Steinmeier berichtete den Abgeordneten, dass zur Vorbereitung des
Gipfels mehr als 100 Gespräche mit allen EU-Mitgliedstaaten
geführt worden seien. "Das Endspiel ist angepfiffen. Wir
müssen zum Ende des Spiels die Ergebnisse erzielen, die wir
vor Augen haben", sagte der Minister. Alle Fraktionen, mit Ausnahme
der Fraktion die Linke, dankten dem Bundesaußenminister
für die Einbindung des Parlaments in den vergangenen Monaten.

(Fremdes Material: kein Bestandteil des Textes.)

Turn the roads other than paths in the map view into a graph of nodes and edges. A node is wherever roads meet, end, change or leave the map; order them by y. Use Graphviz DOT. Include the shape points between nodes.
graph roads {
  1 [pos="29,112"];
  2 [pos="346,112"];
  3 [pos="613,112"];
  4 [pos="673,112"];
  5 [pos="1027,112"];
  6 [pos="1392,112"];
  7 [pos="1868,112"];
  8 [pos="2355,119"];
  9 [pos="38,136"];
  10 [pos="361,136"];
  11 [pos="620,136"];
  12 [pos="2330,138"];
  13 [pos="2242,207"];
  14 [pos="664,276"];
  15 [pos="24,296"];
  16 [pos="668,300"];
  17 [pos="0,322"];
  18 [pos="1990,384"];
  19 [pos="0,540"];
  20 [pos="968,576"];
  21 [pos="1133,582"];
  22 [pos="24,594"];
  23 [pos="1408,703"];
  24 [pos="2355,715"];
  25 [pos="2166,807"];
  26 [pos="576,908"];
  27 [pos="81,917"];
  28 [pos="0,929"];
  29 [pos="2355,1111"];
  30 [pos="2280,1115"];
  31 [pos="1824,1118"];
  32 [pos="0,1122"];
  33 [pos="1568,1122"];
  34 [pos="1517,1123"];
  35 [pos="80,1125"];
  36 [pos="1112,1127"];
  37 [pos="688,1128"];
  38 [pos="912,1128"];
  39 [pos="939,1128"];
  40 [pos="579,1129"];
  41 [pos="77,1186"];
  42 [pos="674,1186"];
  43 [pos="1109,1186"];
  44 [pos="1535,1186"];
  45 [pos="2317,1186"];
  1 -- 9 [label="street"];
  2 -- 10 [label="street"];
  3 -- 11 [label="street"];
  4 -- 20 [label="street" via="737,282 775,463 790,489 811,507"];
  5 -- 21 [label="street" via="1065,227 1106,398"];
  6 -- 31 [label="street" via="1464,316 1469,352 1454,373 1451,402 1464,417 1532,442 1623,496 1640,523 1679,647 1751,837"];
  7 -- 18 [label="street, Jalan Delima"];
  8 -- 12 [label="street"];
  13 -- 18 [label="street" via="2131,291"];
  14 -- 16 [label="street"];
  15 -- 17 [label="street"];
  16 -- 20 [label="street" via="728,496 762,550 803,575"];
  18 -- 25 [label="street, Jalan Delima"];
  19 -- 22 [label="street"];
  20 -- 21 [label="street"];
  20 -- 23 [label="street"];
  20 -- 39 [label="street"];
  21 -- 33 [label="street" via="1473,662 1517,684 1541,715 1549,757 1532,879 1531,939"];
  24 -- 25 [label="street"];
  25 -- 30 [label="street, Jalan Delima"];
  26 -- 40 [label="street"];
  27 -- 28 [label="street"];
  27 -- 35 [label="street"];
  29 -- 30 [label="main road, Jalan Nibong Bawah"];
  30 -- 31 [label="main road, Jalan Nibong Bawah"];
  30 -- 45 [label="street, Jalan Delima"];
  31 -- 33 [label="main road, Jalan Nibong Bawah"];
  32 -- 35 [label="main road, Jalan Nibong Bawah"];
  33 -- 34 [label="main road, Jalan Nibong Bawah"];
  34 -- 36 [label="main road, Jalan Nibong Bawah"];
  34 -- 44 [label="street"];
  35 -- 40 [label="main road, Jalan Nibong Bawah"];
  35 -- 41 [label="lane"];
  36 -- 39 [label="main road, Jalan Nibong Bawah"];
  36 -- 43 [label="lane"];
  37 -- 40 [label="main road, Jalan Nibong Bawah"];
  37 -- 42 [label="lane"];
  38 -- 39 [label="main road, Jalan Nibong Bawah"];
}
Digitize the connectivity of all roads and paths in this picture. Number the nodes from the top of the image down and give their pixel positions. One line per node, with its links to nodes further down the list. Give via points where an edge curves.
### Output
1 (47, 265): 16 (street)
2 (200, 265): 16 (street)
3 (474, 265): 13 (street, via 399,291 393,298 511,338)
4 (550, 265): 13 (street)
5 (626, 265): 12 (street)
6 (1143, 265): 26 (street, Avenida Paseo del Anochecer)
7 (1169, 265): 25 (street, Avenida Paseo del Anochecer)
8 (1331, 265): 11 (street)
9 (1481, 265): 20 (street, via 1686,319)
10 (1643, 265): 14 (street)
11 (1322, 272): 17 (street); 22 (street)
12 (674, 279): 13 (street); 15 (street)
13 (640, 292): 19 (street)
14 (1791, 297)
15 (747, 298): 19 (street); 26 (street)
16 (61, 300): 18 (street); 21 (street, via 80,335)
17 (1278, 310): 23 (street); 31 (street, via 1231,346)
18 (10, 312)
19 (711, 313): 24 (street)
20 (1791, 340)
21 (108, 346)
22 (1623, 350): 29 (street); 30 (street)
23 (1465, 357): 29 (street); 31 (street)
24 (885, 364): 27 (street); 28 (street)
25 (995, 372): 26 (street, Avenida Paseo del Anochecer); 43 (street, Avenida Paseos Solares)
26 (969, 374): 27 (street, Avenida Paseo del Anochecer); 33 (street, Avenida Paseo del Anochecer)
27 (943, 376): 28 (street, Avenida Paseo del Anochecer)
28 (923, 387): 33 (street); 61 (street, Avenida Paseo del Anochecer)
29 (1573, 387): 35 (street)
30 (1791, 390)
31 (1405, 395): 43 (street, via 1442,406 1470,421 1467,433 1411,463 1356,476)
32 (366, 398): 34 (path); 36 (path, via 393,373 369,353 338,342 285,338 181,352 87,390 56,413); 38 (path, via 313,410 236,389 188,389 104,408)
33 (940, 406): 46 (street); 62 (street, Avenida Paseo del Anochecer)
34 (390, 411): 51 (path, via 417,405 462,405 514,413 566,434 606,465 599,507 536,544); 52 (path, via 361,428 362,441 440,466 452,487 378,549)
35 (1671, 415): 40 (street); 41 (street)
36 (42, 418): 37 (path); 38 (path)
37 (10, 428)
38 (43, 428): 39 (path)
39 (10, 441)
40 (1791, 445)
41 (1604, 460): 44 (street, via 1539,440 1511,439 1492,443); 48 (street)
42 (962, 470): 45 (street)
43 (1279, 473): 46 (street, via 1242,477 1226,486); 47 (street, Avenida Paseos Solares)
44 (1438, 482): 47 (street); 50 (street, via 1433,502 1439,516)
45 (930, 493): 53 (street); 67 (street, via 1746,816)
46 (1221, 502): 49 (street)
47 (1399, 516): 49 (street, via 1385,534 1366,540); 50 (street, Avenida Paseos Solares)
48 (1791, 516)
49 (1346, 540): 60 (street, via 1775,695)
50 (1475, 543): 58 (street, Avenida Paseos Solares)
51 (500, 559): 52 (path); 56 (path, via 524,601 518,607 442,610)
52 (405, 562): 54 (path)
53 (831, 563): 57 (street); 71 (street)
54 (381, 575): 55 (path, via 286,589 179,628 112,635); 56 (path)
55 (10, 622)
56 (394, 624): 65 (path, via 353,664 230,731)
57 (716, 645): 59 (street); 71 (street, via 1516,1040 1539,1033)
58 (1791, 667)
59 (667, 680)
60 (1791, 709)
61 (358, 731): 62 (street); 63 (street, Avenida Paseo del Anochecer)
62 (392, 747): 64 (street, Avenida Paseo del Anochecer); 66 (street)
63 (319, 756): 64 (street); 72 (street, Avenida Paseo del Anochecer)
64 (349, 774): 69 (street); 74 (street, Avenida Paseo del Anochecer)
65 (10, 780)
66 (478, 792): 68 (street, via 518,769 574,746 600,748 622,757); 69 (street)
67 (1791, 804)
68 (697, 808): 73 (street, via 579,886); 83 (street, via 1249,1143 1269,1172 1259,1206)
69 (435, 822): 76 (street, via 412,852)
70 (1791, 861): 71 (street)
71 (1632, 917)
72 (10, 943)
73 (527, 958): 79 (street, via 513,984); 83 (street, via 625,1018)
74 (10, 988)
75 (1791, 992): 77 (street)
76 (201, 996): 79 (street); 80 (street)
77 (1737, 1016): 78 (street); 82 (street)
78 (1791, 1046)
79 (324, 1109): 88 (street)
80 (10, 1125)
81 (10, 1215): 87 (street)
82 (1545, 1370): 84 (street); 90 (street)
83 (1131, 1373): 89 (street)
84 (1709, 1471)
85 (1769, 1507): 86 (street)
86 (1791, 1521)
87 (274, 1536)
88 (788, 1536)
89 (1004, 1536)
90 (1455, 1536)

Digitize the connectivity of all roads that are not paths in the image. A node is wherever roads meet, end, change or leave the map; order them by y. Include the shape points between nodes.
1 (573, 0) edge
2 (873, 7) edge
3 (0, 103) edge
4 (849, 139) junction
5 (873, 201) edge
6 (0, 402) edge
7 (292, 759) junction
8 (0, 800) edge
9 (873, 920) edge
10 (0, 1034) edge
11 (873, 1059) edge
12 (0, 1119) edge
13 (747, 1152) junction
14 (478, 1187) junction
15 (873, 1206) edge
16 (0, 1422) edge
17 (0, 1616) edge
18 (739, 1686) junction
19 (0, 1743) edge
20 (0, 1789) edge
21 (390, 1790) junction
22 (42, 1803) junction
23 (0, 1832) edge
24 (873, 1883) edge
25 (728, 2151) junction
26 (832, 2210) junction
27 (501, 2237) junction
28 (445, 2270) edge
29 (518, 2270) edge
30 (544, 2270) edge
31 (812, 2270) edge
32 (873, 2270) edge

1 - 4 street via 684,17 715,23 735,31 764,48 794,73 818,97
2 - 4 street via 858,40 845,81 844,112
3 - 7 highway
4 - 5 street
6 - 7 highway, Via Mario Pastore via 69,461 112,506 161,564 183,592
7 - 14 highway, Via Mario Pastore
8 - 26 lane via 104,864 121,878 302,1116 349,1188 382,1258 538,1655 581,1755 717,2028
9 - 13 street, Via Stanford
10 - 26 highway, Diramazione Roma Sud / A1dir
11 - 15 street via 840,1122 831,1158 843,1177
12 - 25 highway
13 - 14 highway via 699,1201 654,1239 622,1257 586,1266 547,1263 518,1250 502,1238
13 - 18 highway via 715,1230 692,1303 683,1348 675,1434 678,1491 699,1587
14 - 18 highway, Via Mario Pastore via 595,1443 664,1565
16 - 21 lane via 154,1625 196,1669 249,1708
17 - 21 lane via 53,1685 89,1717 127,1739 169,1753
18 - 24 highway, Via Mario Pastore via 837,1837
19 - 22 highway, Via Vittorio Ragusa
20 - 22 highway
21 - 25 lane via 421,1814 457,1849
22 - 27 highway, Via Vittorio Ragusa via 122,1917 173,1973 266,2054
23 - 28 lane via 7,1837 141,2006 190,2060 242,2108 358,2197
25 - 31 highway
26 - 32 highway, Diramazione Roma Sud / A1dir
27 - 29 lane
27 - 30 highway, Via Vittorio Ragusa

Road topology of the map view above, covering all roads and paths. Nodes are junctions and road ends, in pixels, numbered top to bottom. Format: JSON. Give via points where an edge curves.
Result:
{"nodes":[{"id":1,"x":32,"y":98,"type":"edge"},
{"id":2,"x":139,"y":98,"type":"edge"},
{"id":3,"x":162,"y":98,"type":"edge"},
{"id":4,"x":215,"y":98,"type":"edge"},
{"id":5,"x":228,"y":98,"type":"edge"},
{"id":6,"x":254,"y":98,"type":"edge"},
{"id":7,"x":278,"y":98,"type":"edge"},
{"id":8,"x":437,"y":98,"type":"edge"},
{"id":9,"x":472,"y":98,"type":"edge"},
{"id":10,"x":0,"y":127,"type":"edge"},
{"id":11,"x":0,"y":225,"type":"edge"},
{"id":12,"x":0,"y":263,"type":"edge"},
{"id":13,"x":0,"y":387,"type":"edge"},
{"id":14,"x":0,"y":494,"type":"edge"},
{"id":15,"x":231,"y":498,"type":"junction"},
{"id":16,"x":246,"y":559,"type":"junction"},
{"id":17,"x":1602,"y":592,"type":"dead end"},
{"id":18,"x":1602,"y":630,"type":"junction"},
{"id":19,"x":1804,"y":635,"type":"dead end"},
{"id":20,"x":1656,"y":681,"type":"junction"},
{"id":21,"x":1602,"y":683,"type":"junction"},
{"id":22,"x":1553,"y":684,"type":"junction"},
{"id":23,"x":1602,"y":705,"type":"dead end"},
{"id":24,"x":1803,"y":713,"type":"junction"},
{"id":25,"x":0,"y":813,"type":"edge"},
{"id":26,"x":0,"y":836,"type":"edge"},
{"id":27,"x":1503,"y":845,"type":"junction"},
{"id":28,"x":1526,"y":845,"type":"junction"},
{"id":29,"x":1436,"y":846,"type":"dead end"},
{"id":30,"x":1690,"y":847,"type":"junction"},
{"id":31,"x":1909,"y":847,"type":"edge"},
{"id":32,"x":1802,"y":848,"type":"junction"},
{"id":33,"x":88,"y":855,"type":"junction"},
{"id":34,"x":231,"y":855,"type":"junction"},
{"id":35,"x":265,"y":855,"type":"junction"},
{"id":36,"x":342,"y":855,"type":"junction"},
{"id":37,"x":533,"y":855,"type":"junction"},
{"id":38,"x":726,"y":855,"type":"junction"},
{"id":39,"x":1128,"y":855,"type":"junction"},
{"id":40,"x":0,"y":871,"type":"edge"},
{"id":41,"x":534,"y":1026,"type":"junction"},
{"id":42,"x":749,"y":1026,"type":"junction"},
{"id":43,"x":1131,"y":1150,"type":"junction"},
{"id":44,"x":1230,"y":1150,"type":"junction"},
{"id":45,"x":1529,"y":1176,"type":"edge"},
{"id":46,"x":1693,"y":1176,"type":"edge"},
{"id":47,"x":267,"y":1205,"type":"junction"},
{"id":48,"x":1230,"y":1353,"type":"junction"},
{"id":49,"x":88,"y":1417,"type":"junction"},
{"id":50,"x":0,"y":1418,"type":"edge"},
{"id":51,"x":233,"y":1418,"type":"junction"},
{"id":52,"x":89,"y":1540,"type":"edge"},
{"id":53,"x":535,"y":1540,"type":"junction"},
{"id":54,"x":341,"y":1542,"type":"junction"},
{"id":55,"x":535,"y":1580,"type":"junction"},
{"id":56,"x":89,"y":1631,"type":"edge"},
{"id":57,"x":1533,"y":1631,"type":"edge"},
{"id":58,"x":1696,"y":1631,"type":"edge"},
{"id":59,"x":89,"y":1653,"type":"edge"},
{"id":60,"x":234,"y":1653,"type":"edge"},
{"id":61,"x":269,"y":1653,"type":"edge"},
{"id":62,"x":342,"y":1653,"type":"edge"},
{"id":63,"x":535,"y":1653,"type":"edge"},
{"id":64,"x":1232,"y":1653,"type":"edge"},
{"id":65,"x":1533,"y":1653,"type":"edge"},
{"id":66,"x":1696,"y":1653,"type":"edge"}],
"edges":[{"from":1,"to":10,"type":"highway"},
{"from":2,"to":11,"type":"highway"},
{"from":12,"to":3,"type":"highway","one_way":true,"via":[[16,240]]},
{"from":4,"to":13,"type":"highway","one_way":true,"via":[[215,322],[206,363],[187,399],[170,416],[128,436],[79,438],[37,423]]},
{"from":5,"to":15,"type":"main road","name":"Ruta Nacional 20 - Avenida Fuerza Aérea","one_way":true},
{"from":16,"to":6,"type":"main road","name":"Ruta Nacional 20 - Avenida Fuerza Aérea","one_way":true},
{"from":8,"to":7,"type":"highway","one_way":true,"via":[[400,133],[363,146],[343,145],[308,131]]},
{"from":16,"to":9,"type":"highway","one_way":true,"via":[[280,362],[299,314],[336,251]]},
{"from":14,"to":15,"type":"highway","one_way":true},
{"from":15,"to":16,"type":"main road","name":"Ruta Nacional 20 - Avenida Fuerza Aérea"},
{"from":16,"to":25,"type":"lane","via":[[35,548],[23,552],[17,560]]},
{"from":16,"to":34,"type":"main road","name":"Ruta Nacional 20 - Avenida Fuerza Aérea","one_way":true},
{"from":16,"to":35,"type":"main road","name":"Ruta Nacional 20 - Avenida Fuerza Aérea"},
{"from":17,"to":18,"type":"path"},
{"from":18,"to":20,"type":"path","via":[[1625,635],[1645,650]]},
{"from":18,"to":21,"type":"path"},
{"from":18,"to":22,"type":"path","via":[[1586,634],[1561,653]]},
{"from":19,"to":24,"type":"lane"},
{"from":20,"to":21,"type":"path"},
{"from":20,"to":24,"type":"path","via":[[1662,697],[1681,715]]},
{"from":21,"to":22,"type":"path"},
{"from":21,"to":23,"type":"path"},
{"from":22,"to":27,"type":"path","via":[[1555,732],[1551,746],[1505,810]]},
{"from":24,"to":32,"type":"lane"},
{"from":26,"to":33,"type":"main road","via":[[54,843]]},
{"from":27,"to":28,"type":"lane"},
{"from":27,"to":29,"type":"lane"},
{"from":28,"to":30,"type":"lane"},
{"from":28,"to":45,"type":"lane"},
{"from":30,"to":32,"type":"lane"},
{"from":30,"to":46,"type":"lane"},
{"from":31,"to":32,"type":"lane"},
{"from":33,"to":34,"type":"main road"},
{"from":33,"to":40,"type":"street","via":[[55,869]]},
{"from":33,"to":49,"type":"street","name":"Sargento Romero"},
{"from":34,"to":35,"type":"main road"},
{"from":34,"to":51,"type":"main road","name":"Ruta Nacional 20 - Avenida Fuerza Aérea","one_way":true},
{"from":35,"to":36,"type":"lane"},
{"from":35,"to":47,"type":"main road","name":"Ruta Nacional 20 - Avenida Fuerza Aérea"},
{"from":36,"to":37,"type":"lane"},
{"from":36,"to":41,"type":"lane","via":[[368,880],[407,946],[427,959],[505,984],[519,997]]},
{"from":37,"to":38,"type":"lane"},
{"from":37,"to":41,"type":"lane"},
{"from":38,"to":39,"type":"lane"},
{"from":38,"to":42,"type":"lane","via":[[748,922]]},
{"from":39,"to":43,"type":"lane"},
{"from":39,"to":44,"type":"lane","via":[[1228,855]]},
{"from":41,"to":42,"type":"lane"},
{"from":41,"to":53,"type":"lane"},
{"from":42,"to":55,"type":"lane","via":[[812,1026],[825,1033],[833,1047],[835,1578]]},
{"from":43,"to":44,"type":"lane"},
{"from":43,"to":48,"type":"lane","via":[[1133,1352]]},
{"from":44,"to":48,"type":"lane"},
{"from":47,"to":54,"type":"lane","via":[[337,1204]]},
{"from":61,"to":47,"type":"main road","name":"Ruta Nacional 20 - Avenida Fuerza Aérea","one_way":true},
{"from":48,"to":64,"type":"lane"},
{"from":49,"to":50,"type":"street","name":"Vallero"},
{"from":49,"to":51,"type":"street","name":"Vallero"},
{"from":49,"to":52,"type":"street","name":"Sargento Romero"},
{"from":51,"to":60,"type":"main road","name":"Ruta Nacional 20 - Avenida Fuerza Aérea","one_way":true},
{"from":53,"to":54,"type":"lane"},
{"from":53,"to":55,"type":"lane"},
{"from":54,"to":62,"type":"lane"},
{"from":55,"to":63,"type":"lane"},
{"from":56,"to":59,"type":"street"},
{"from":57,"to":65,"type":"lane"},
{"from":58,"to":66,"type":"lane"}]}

"Die Informationspraxis war sehr gut und ausreichend",
erklärte der Vertreter der CDU und sagte, er sei
zuversichtlich, dass man bei den Gesprächen vorankomme. Auch
die SPD lobte die Zusammenarbeit und hob hervor: "Wir haben es
geschafft, dass es eine Parlamentarisierung der Europapolitik
gegeben hat." Gleichzeitig sprach die Fraktion aber auch
hinsichtlich des Verfassungsvertrages von einer Reihe
"schmerzhafter Zugeständnisse" und wiederholte ihre Forderung,
dass die Rechtsverbindlichkeit der Grundrechtecharta ein
wesentlicher Bestandteil des Vertrages bleiben müsse. Für
die FDP unterstrich ihr Vertreter nochmals den Vorrang des
EU-Rechts und begrüßte, dass die Grundrechtecharta nicht
zur Ausweitung von Zuständigkeiten führen dürfe. Die
Fraktion Die Linke wies darauf hin, dass eine Militarisierung der
Außenpolitik durch den Verfassungsvertrag festgeschrieben
werden solle. Ihr Vertreter forderte, bei einer
Vertragsveränderung diese Tendenz in der Außenpolitik
aufzugeben. Bündnis 90/Die Grünen äußerten
sich kritisch zu der Tatsache, dass in einem neuen
Verfassungsvertrag die Symbole aufgegeben werden könnten.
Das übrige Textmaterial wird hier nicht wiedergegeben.